In the UI you can see:

  • Backend service list
  • Frontend app list
  • Whether each service is currently running
  • The local port for each service
  • The logs for each service

That is much easier than manually watching a dozen terminal windows.

Dev Console — local services and ports

You can inspect and edit these directly in the browser:

  • Backend wrangler.jsonc
  • Frontend .env

This is extremely helpful for new users, because a common first blocker is simply not knowing which file they are supposed to edit.

The console can help you run local database migrations.

That matters a lot during the first local setup.

Switch to the Deploy tab and click Run All. The console will automatically:

  • Create D1, KV, R2 resources
  • Run database migrations
  • Deploy Workers to Cloudflare
  • Deploy admin and web to Cloudflare Pages

Fully automated. See 02. Deploy to Cloudflare for details.

Dev Console — Deploy tab, provision resources, migrations, Workers, and Pages

SituationPrefer
One place for checks, migrations, deploys, editing Worker env vars, then PushDev Console (Deploy to Cloudflare and env tooling)
Routine updates to CDN_PUBLIC_URL / cdn backend vars plus redeployDev ConsoleShippingDeployEnvironment variables (see Troubleshooting §3)
Production error stacks, request traces, console output for Workers / PagesCloudflare DashboardObservability (Troubleshooting §2)
First-time R2 Custom Domains and bucket settings in the web UICloudflare DashboardR2 (Troubleshooting §3, Path A)

Rule of thumb: stay in Dev Console whenever you can; open the Dashboard mainly for Observability, R2 hostname setup, and any workflow you prefer to click through in the CF UI.

5. When to use the Dev Console (day to day)
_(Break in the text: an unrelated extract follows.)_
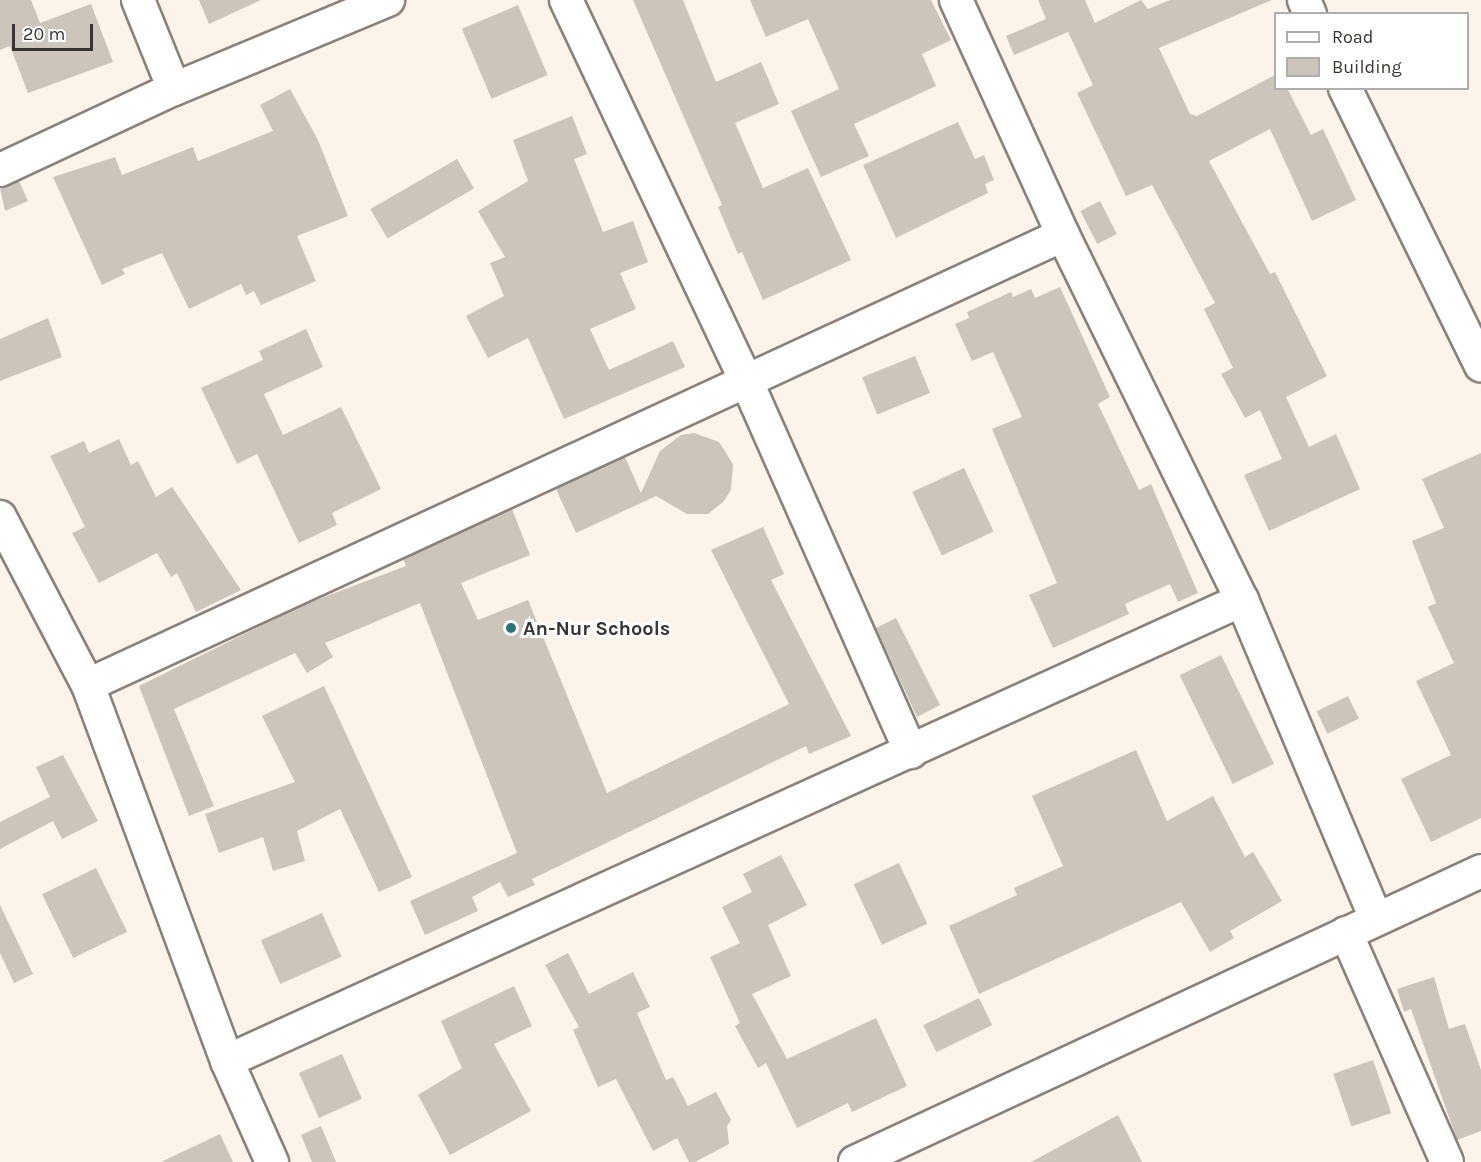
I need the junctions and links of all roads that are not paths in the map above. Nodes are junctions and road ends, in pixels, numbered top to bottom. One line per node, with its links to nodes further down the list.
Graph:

Section titled “5. When to use the Dev Console (day to day)”

Use the Dev Console when:

  • You are starting the local environment for the first time
  • You want to deploy to Cloudflare (one-click)
  • You want to confirm whether services started correctly
  • You want quick access to a service’s logs
  • You are unsure which environment variables need to be changed

If you have never opened the console before, run this now:

Terminal window
pnpm dev:console

Then switch to the Deploy tab and click Run All when you are ready to deploy to Cloudflare.